Some of the pituitary adenomas are invasive and spread into neighboring tissues. In previous studies, the invasion of pituitary adenomas is thought to be associated with epithelial-mesenchymal transition (EMT). In addition to that, we thought that mesenchymal stem cells (MSCs) exist in relevant microenvironment in pituitary adenoma. However, it has been little known about the existence of MSCs from pituitary adenoma. So we investigated whether mesenchymal stem-like cells (MSLCs) can be isolated from the pituitary adenoma specimen.

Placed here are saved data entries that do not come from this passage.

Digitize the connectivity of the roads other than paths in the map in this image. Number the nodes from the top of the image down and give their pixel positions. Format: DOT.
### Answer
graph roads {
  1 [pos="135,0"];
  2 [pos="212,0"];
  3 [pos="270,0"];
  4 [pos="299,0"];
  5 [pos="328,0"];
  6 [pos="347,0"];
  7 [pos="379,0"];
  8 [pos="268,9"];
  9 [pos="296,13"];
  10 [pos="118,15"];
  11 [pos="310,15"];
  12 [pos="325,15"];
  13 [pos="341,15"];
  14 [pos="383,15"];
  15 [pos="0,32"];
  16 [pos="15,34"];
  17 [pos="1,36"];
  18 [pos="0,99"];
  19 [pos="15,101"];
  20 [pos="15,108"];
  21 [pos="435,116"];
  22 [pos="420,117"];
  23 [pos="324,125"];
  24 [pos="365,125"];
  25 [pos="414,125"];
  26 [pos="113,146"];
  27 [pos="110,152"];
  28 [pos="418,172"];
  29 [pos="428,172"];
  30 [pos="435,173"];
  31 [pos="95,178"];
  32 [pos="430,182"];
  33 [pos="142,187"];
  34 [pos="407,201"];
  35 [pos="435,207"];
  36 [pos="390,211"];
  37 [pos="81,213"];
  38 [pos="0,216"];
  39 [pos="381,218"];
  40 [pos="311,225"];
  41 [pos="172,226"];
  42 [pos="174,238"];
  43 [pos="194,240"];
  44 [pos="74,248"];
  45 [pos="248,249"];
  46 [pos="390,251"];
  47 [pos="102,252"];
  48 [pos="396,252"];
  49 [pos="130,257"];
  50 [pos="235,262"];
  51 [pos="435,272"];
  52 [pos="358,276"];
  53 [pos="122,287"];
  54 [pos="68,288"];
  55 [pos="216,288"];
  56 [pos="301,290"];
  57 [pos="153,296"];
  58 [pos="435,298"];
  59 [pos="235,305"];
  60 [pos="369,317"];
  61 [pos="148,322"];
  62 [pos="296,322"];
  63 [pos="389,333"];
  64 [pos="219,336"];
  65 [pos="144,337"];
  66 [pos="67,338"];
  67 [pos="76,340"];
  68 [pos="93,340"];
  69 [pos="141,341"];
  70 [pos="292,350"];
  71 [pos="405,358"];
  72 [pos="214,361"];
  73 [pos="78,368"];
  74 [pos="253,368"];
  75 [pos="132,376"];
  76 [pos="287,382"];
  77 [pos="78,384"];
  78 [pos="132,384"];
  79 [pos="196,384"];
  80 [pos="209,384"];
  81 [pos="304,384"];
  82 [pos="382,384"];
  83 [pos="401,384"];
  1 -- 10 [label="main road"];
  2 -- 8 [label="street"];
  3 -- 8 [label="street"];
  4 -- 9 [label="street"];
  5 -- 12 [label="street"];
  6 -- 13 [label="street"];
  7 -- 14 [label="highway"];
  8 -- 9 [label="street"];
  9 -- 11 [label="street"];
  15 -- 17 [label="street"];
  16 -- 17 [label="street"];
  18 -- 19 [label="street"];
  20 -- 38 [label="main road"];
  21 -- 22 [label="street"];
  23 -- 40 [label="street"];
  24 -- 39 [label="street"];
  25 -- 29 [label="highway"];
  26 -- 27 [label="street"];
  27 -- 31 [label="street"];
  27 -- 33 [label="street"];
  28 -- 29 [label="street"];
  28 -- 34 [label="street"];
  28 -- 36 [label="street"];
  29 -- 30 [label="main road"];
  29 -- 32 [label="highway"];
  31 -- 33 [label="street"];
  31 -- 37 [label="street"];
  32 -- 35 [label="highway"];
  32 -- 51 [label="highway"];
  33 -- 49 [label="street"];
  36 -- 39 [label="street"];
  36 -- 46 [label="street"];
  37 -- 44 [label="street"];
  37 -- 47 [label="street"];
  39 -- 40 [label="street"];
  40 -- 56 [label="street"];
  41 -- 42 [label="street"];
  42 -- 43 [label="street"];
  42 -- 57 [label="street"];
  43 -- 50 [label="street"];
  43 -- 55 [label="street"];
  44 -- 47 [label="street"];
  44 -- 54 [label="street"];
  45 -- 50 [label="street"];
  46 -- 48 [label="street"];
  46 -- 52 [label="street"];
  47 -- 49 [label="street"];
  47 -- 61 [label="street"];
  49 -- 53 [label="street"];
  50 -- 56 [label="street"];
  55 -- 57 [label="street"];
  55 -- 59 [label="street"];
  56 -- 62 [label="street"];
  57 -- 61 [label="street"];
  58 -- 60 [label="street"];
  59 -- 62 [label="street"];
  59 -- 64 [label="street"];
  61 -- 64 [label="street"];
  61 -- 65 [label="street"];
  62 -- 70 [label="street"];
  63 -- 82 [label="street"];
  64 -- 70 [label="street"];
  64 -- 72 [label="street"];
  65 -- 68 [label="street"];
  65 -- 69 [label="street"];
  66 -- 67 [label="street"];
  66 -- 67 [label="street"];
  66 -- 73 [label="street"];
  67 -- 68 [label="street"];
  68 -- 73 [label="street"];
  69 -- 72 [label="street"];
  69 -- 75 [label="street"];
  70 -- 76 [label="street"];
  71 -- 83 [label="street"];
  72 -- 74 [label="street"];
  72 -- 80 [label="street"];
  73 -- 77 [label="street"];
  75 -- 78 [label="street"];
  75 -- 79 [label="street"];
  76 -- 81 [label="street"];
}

We isolated and cultured candidate MSLCs from the fresh pituitary adenoma specimen with the same protocols used in culturing bone marrow derived MSCs (BM-MSCs). The cultured candidate MSLCs were analyzed by fluorescence-activated cell sorting (FACS) for surface markers associated with MSCs. Candidate MSLCs were exposed to mesenchymal differentiation conditions to determine the mesenchymal differentiation potential of these cells. To evaluate the tumorigenesis of candidate MSLCs from pituitary adenoma, we implanted these cells into the brain of athymic nude mice. We isolated cells resembling BM-MSCs named pituitary adenoma stroma mesenchymal stem-like cells (PAS-MSLCs). PAS-MSLCs were spindle shaped and had adherent characteristics. FACS analysis identified that the PAS-MSLCs had a bit similar surface markers to BM-MSCs. Isolated cells expressed surface antigen, positive for CD105, CD75, and negative for CD45, NG2, and CD90. We found that these cells were capable of differentiation into adipocytes, osteocytes and chondrocytes. Tumor was not developed in the nude mice brains that were implanted with the PAS-MSLCs. In this study, we showed that MSLCs can be isolated from a pituitary adenoma specimen which is not tumorigenic.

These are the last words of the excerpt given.